- Exercise goal: In your copy, include no images and return each entry exactly as written.

- Listed entries:
-- Opening Marker --
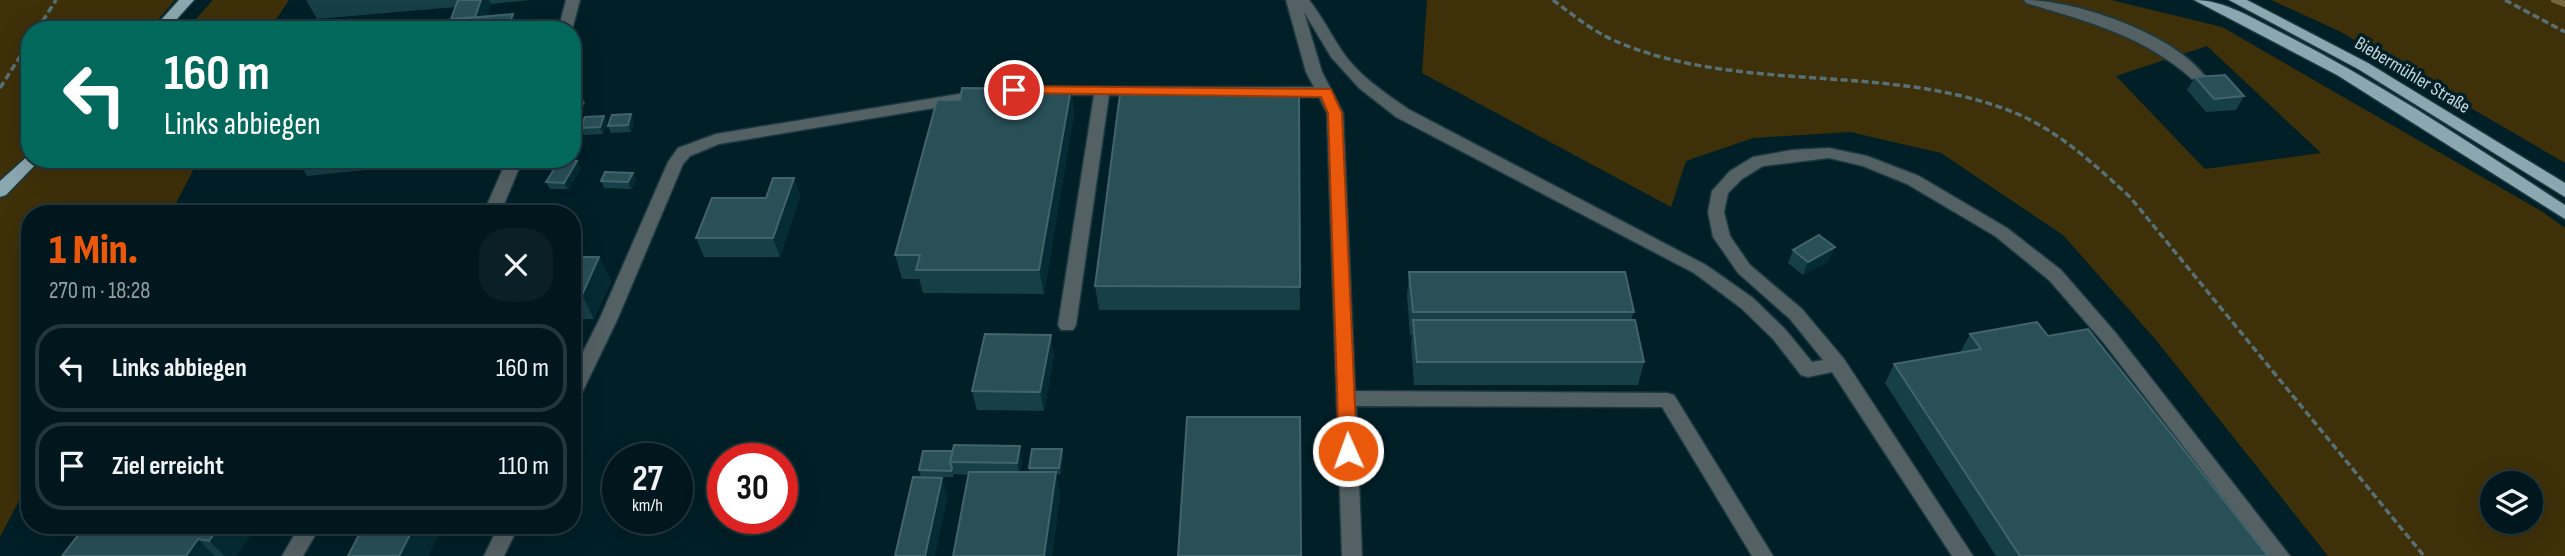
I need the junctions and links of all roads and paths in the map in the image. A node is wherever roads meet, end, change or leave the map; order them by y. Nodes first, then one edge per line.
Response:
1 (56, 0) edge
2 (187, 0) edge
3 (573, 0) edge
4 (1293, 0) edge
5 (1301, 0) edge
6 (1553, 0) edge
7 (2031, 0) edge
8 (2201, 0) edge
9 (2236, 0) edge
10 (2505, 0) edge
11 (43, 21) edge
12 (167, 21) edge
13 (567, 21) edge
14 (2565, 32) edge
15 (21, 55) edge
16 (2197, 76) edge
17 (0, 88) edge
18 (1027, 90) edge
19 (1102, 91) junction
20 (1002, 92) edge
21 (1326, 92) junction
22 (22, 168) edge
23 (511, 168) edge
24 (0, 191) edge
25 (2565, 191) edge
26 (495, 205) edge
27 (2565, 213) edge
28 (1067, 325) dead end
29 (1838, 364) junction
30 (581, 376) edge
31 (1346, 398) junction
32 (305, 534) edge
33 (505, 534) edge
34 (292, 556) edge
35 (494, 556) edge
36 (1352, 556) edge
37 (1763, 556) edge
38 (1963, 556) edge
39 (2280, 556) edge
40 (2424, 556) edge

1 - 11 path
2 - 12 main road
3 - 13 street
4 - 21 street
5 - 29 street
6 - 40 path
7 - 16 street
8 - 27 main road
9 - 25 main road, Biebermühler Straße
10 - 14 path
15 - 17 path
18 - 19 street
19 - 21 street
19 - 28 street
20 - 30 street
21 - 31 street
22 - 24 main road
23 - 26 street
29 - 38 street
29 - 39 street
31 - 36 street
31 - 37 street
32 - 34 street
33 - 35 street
-- Closing Marker --
- Task answer:
I need the junctions and links of all roads and paths in the map in the image. A node is wherever roads meet, end, change or leave the map; order them by y. Nodes first, then one edge per line.
Response:
1 (56, 0) edge
2 (187, 0) edge
3 (573, 0) edge
4 (1293, 0) edge
5 (1301, 0) edge
6 (1553, 0) edge
7 (2031, 0) edge
8 (2201, 0) edge
9 (2236, 0) edge
10 (2505, 0) edge
11 (43, 21) edge
12 (167, 21) edge
13 (567, 21) edge
14 (2565, 32) edge
15 (21, 55) edge
16 (2197, 76) edge
17 (0, 88) edge
18 (1027, 90) edge
19 (1102, 91) junction
20 (1002, 92) edge
21 (1326, 92) junction
22 (22, 168) edge
23 (511, 168) edge
24 (0, 191) edge
25 (2565, 191) edge
26 (495, 205) edge
27 (2565, 213) edge
28 (1067, 325) dead end
29 (1838, 364) junction
30 (581, 376) edge
31 (1346, 398) junction
32 (305, 534) edge
33 (505, 534) edge
34 (292, 556) edge
35 (494, 556) edge
36 (1352, 556) edge
37 (1763, 556) edge
38 (1963, 556) edge
39 (2280, 556) edge
40 (2424, 556) edge

1 - 11 path
2 - 12 main road
3 - 13 street
4 - 21 street
5 - 29 street
6 - 40 path
7 - 16 street
8 - 27 main road
9 - 25 main road, Biebermühler Straße
10 - 14 path
15 - 17 path
18 - 19 street
19 - 21 street
19 - 28 street
20 - 30 street
21 - 31 street
22 - 24 main road
23 - 26 street
29 - 38 street
29 - 39 street
31 - 36 street
31 - 37 street
32 - 34 street
33 - 35 street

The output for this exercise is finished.